■ What is required
Copy out the data below verbatim.

[[ Provided records, beginning ]]

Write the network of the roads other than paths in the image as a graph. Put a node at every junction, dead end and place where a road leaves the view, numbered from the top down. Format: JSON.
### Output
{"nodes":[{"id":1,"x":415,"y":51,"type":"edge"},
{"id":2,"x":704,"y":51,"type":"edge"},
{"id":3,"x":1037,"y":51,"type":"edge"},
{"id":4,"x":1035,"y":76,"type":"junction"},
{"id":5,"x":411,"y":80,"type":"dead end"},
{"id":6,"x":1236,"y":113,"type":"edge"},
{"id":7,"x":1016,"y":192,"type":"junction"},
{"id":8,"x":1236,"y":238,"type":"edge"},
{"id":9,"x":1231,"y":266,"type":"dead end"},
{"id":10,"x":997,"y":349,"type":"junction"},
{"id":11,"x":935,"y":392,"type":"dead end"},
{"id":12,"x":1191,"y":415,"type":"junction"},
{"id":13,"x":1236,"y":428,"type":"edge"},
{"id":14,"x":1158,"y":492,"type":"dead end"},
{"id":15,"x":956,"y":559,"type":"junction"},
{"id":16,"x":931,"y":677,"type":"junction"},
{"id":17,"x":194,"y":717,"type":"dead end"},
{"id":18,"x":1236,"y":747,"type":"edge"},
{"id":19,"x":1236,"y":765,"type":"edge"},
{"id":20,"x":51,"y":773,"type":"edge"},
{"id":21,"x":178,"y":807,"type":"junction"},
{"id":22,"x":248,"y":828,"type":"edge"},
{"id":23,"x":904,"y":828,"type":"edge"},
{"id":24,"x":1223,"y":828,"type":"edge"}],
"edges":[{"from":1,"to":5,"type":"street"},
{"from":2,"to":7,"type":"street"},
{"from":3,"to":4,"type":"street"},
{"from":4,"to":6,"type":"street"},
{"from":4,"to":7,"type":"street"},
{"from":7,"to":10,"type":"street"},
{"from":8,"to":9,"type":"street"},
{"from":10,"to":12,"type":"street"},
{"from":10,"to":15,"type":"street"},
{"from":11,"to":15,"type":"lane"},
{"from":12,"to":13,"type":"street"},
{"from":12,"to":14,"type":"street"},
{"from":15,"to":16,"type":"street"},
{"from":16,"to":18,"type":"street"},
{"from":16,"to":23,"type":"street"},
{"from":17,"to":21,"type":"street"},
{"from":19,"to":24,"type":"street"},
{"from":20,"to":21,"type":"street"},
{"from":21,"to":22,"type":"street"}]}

[[ Provided records, end ]]

■ Response box
Write the network of the roads other than paths in the image as a graph. Put a node at every junction, dead end and place where a road leaves the view, numbered from the top down. Format: JSON.
### Output
{"nodes":[{"id":1,"x":415,"y":51,"type":"edge"},
{"id":2,"x":704,"y":51,"type":"edge"},
{"id":3,"x":1037,"y":51,"type":"edge"},
{"id":4,"x":1035,"y":76,"type":"junction"},
{"id":5,"x":411,"y":80,"type":"dead end"},
{"id":6,"x":1236,"y":113,"type":"edge"},
{"id":7,"x":1016,"y":192,"type":"junction"},
{"id":8,"x":1236,"y":238,"type":"edge"},
{"id":9,"x":1231,"y":266,"type":"dead end"},
{"id":10,"x":997,"y":349,"type":"junction"},
{"id":11,"x":935,"y":392,"type":"dead end"},
{"id":12,"x":1191,"y":415,"type":"junction"},
{"id":13,"x":1236,"y":428,"type":"edge"},
{"id":14,"x":1158,"y":492,"type":"dead end"},
{"id":15,"x":956,"y":559,"type":"junction"},
{"id":16,"x":931,"y":677,"type":"junction"},
{"id":17,"x":194,"y":717,"type":"dead end"},
{"id":18,"x":1236,"y":747,"type":"edge"},
{"id":19,"x":1236,"y":765,"type":"edge"},
{"id":20,"x":51,"y":773,"type":"edge"},
{"id":21,"x":178,"y":807,"type":"junction"},
{"id":22,"x":248,"y":828,"type":"edge"},
{"id":23,"x":904,"y":828,"type":"edge"},
{"id":24,"x":1223,"y":828,"type":"edge"}],
"edges":[{"from":1,"to":5,"type":"street"},
{"from":2,"to":7,"type":"street"},
{"from":3,"to":4,"type":"street"},
{"from":4,"to":6,"type":"street"},
{"from":4,"to":7,"type":"street"},
{"from":7,"to":10,"type":"street"},
{"from":8,"to":9,"type":"street"},
{"from":10,"to":12,"type":"street"},
{"from":10,"to":15,"type":"street"},
{"from":11,"to":15,"type":"lane"},
{"from":12,"to":13,"type":"street"},
{"from":12,"to":14,"type":"street"},
{"from":15,"to":16,"type":"street"},
{"from":16,"to":18,"type":"street"},
{"from":16,"to":23,"type":"street"},
{"from":17,"to":21,"type":"street"},
{"from":19,"to":24,"type":"street"},
{"from":20,"to":21,"type":"street"},
{"from":21,"to":22,"type":"street"}]}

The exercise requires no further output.